Lorraine Zillner Rodgers (September 11, 1920 – July 3, 2018) was a Women Airforce Service Pilots (WASP) pilot for the United States Army Air Forces.

==Background==
Born Lorraine Zillner in Park Ridge, Illinois, she went on to graduate from the University of Illinois and began working in the office of Chicago's Douglas Aircraft facility. Fascinated with aircraft since childhood, she would spend her free time on the factory floor, admiring the C-54 Skymasters being produced there. After a test pilot took her for a ride in one, she began weekend flying lessons in a Piper J-3 Cub.

==WASPs==
Once the United States committed its involvement in World War II and male pilots were being called to serve, the WASP program was created for domestic support. Zillner had read that interviews for women with pilot licenses were being held for the experimental program. Despite not having a license and, initially, only eight of the 35 required hours of flight time, she was accepted for training two weeks later via telegram from the Department of the Army.

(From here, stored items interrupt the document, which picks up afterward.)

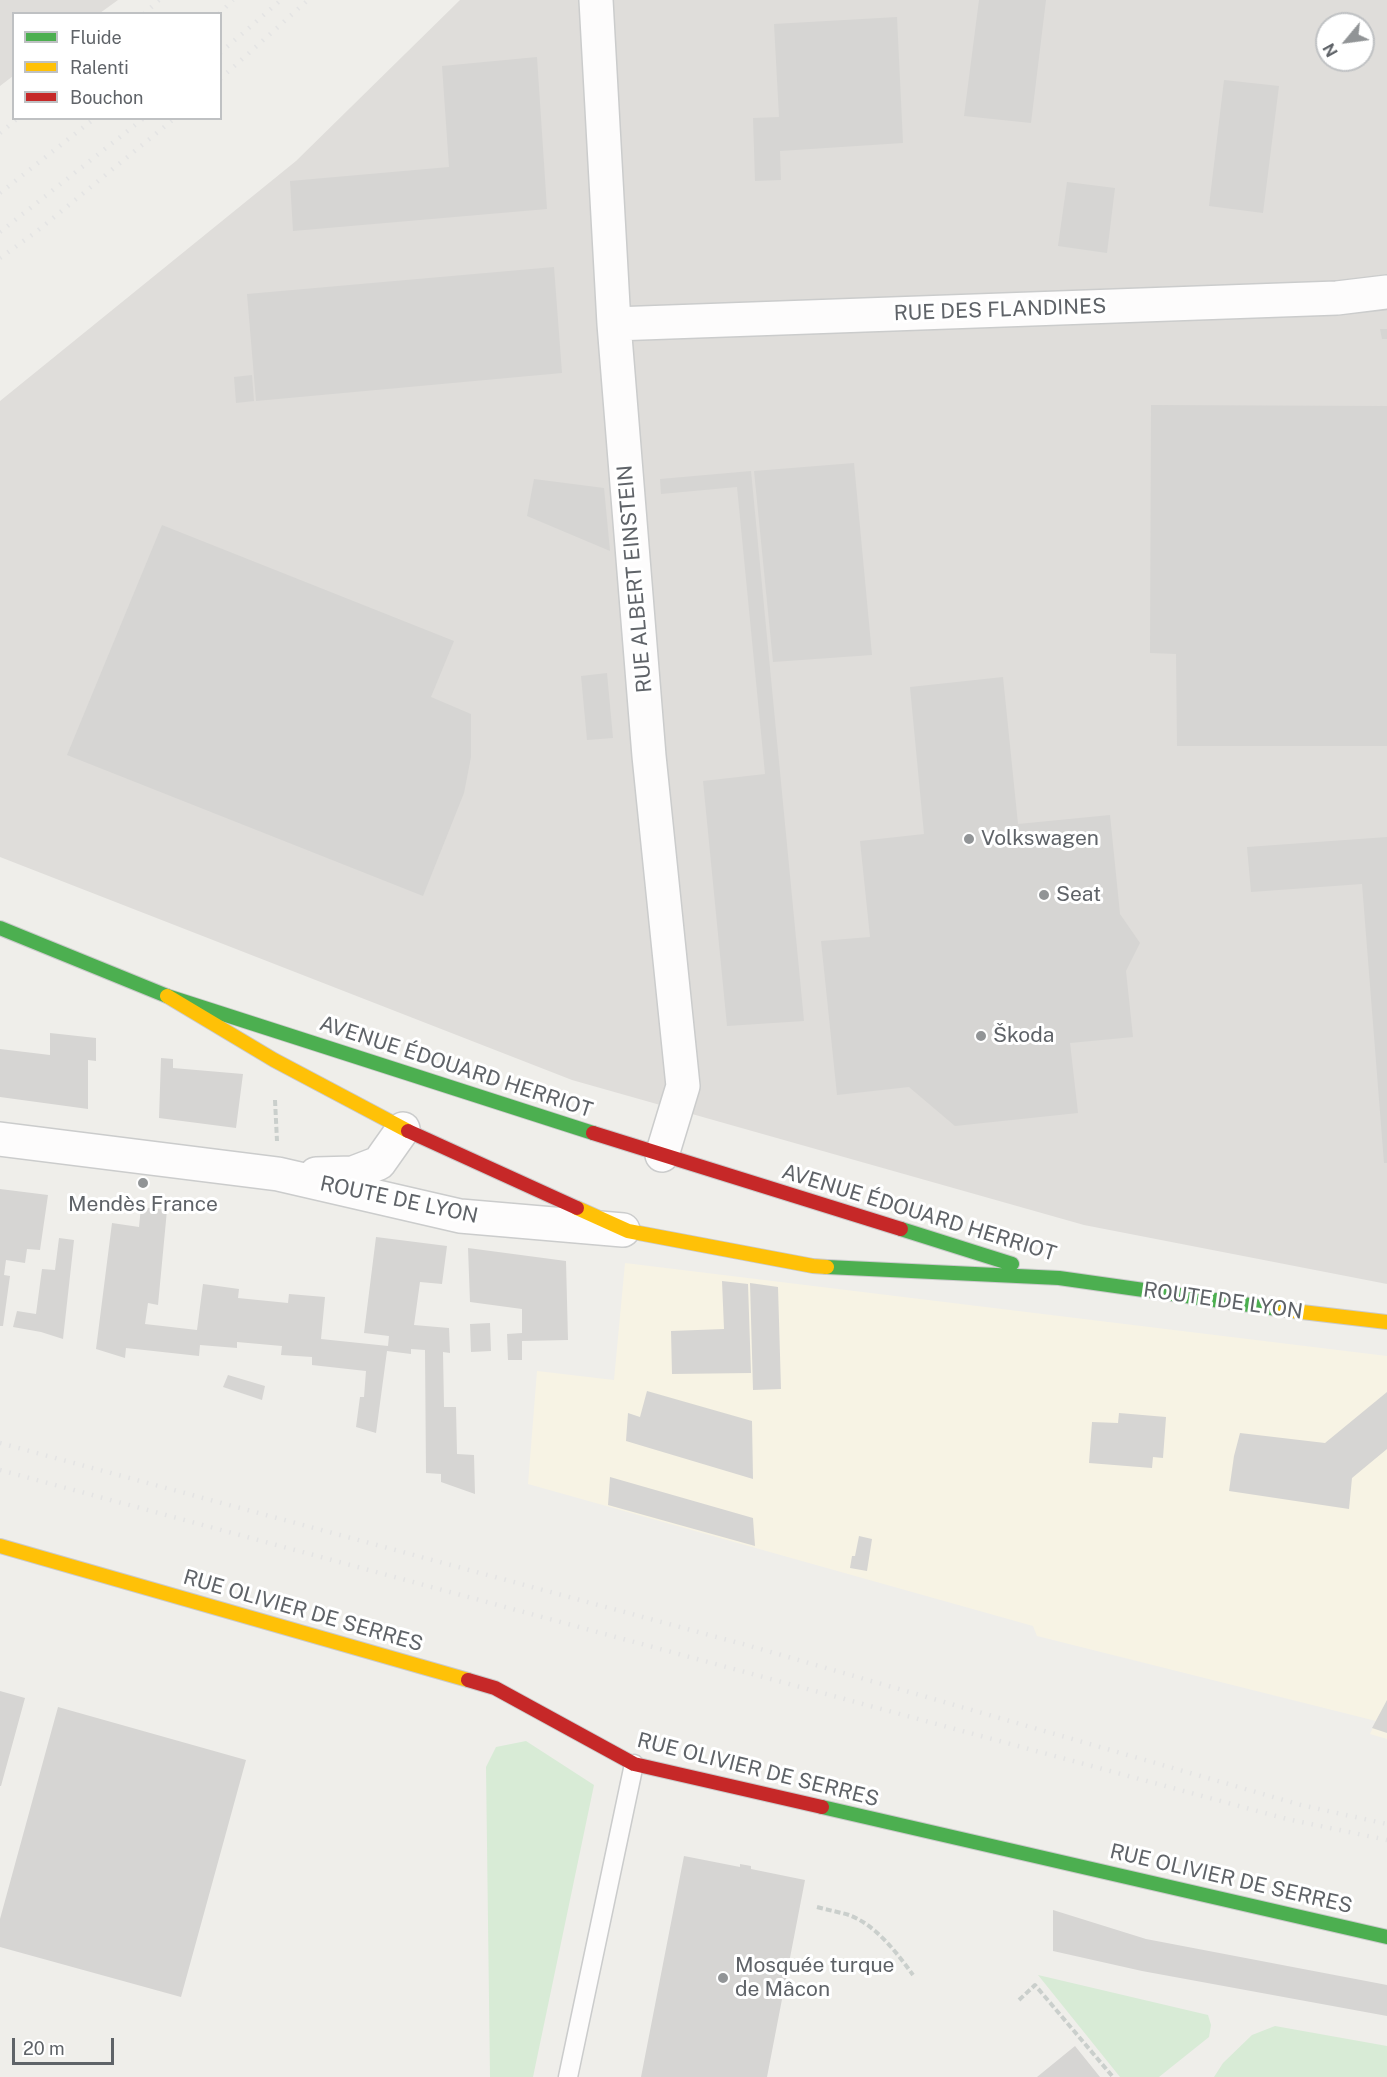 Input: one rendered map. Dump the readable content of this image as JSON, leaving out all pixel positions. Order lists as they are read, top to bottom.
{
  "streets": {
    "main road": ["AVENUE ÉDOUARD HERRIOT", "ROUTE DE LYON", "RUE OLIVIER DE SERRES"],
    "street": ["RUE DES FLANDINES", "RUE ALBERT EINSTEIN"]
  },
  "crossings": [
    ["RUE DES FLANDINES", "RUE ALBERT EINSTEIN"],
    ["RUE ALBERT EINSTEIN", "AVENUE ÉDOUARD HERRIOT"],
    ["AVENUE ÉDOUARD HERRIOT", "ROUTE DE LYON"]
  ],
  "places": [
    "Volkswagen",
    "Seat",
    "Škoda",
    "Mendès France",
    "Mosquée turque de Mâcon"
  ],
  "legend": ["Fluide", "Ralenti", "Bouchon"],
  "scale_bar": "20 m",
  "north": "bottom left"
} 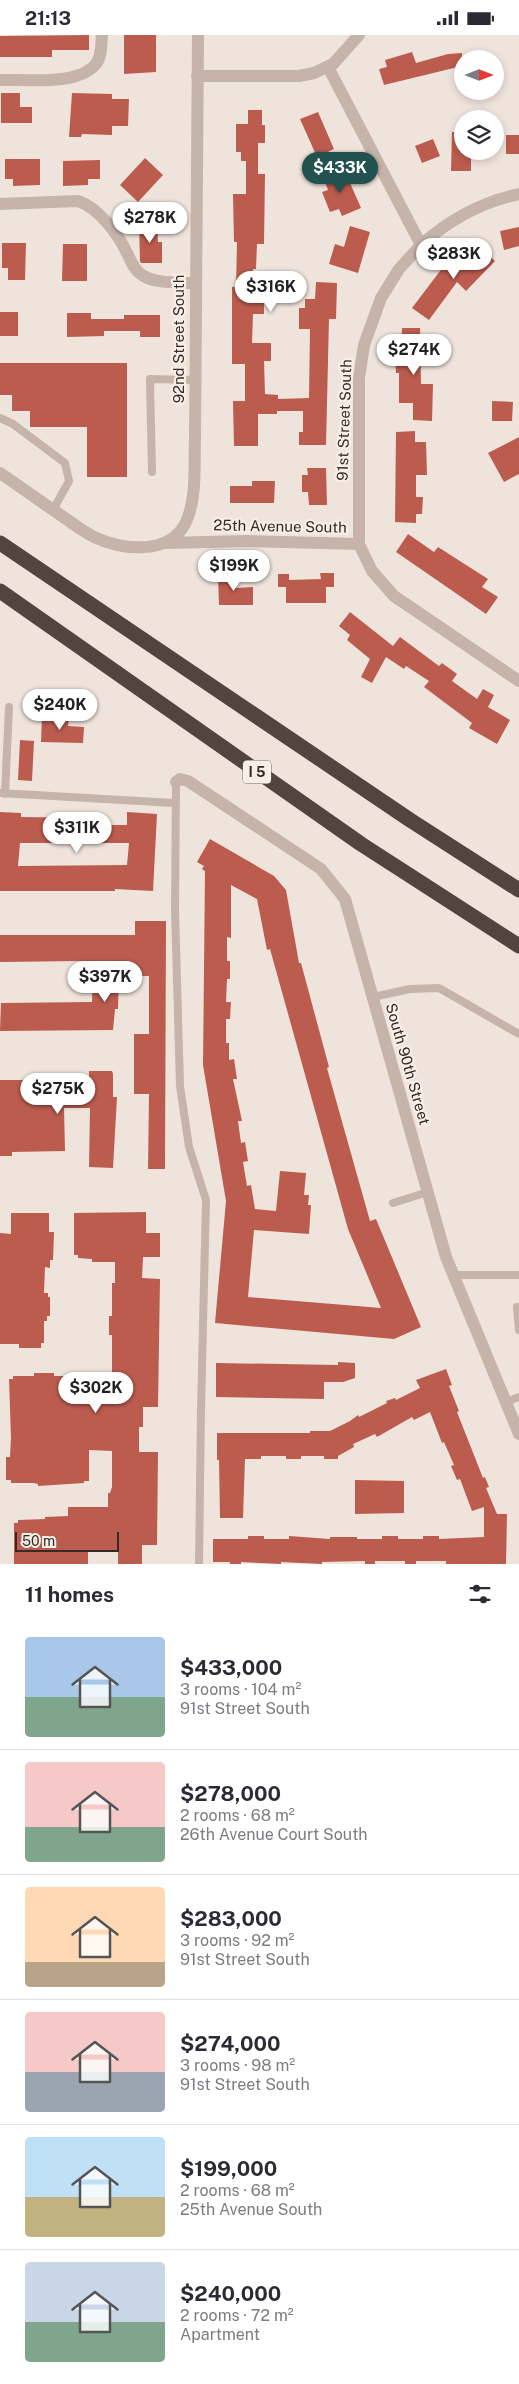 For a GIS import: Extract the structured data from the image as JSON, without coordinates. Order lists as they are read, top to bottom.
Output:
{
  "streets": {
    "highway": ["I 5"],
    "street": [
      "92nd Street South",
      "91st Street South",
      "25th Avenue South",
      "South 90th Street"
    ]
  },
  "crossings": [
    ["92nd Street South", "25th Avenue South"],
    ["91st Street South", "25th Avenue South"]
  ],
  "scale_bar": "50 m",
  "north": "right",
  "page": {
    "status": "21:13",
    "price": [
      "$433K",
      "$278K",
      "$283K",
      "$316K",
      "$274K",
      "$199K",
      "$240K",
      "$311K",
      "$397K",
      "$275K",
      "$302K"
    ],
    "scale": "50 m",
    "heading": "11 homes",
    "list": [
      {
        "name": "$433,000",
        "note": "3 rooms · 104 m² · 91st Street South"
      },
      {
        "name": "$278,000",
        "note": "2 rooms · 68 m² · 26th Avenue Court South"
      },
      {
        "name": "$283,000",
        "note": "3 rooms · 92 m² · 91st Street South"
      },
      {
        "name": "$274,000",
        "note": "3 rooms · 98 m² · 91st Street South"
      },
      {
        "name": "$199,000",
        "note": "2 rooms · 68 m² · 25th Avenue South"
      },
      {
        "name": "$240,000",
        "note": "2 rooms · 72 m² · Apartment"
      }
    ]
  }
}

Zillner began six months of classroom and flight training in September 1943 at Avenger Field in Sweetwater, Texas. After graduating in February 1944, she reported for duty with the 5th Ferrying Group at Dallas Love Field. On December 20, 1944, General Henry H. Arnold dissolved the WASP program and Zillner was honorably discharged.

==Personal life==
Upon returning to Illinois, Zillner began working at Naval Air Station Glenview and met George Franklin Rodgers, a naval aviator. They were later married for 33 years, until his death shortly after retiring. She relocated to the original grounds of Mount Vernon in Alexandria, Virginia, and lived there until her death at age 97 on July 3, 2018.

==Media==
In the TV show Legends of Airpower, Rodgers life is covered in Season-4.